◆ WHAT THE TASK REQUIRES:
Where does the word "Diagonal" show up in the records? Copy every line that has it.
Segment Start: MATERIAL PROVIDED
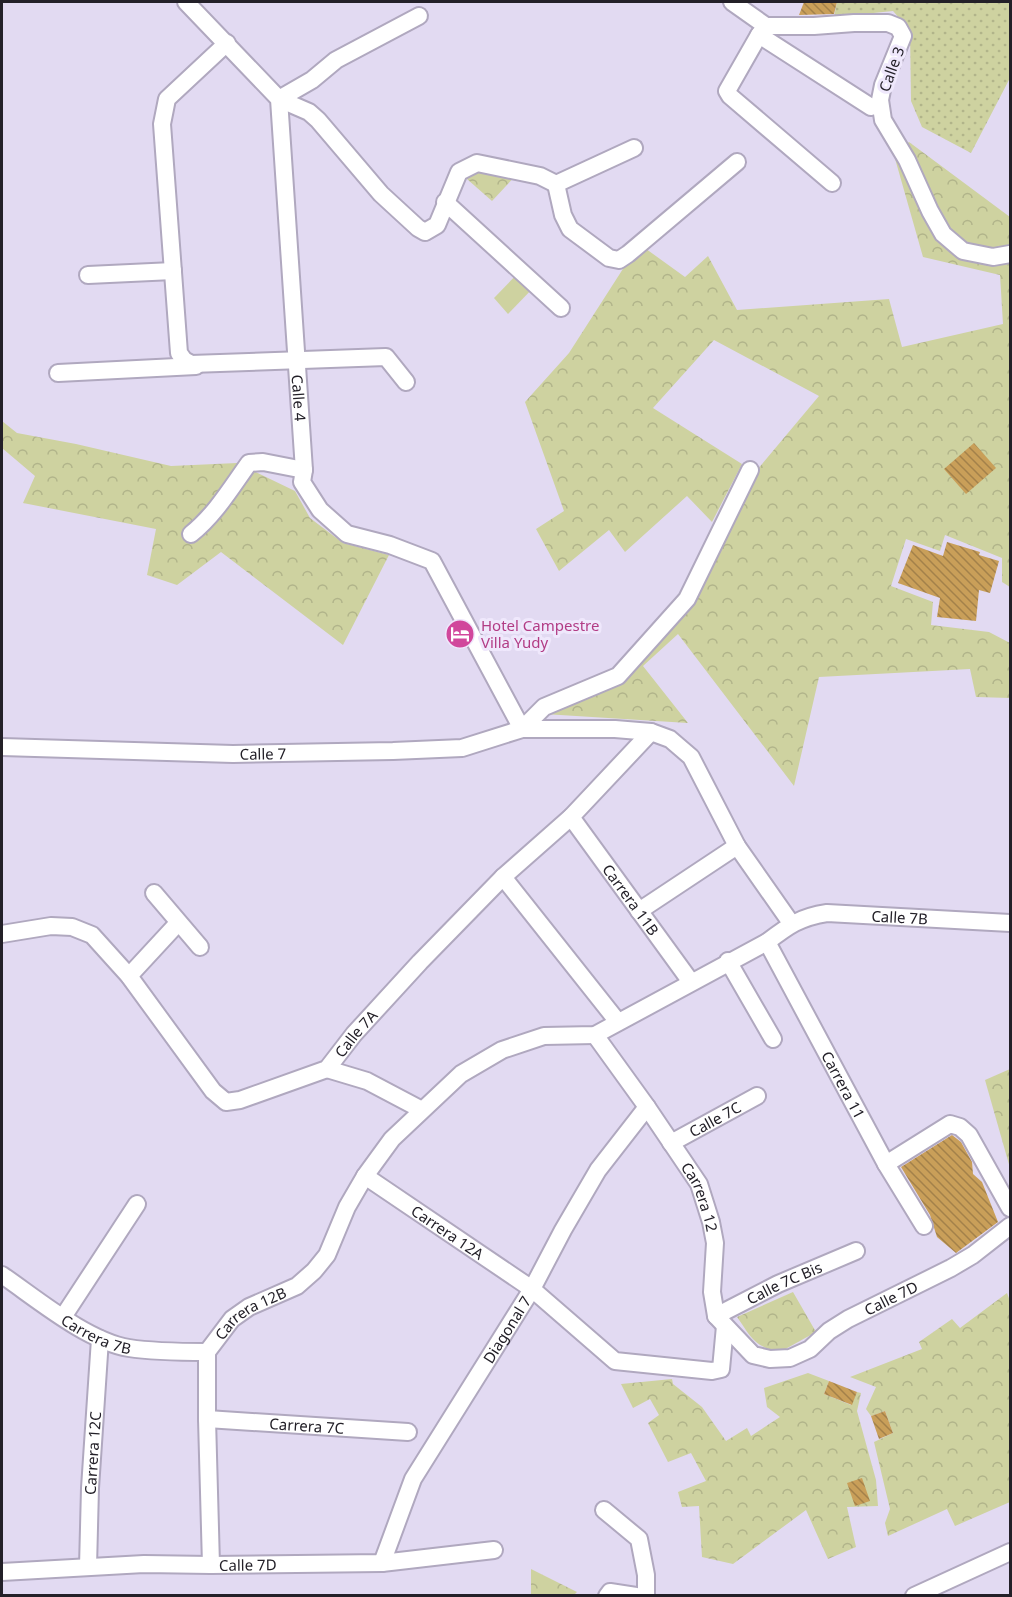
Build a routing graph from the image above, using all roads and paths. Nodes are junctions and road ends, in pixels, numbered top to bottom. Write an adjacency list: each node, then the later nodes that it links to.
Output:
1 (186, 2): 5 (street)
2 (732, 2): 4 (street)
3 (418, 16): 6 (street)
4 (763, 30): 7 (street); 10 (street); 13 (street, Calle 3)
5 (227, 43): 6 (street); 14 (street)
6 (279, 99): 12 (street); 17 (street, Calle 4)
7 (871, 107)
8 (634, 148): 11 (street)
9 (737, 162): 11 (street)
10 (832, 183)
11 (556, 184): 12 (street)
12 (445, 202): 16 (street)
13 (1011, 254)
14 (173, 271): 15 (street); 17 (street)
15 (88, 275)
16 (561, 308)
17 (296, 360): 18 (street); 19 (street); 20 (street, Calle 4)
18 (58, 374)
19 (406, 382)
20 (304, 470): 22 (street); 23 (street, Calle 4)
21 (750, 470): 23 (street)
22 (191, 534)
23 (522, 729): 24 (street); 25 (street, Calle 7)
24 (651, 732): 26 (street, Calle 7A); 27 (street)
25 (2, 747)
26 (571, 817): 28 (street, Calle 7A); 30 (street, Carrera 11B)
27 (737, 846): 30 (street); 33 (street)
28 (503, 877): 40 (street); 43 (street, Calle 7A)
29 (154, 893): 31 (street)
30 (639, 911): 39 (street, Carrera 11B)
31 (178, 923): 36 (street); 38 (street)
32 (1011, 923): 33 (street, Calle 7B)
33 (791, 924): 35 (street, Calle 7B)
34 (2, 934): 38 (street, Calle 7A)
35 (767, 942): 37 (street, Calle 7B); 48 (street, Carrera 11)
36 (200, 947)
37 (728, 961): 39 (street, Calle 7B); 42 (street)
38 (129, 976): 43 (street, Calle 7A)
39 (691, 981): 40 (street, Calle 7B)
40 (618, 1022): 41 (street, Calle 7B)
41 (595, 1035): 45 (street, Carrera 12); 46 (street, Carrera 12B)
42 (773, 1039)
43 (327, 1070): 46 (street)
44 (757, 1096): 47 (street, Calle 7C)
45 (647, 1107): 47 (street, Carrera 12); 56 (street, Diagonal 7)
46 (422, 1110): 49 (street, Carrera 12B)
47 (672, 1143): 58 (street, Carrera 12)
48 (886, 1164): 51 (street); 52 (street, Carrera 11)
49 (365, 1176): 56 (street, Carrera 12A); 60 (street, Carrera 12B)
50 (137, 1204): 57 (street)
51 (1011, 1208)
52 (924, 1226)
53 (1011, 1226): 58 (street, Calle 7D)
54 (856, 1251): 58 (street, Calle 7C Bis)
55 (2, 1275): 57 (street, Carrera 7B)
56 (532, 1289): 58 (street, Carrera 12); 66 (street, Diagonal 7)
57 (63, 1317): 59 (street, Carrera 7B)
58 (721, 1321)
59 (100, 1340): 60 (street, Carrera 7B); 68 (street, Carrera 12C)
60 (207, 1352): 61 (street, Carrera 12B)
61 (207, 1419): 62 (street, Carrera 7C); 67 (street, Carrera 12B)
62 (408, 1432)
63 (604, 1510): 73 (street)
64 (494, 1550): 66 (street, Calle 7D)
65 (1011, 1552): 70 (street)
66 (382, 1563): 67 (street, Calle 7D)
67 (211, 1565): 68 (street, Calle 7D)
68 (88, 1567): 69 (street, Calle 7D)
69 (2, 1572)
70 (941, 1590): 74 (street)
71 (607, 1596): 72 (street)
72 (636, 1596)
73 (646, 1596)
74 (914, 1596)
Segment End: MATERIAL PROVIDED
◆ SOLUTION FOR THIS PROBLEM:
45 (647, 1107): 47 (street, Carrera 12); 56 (street, Diagonal 7)
56 (532, 1289): 58 (street, Carrera 12); 66 (street, Diagonal 7)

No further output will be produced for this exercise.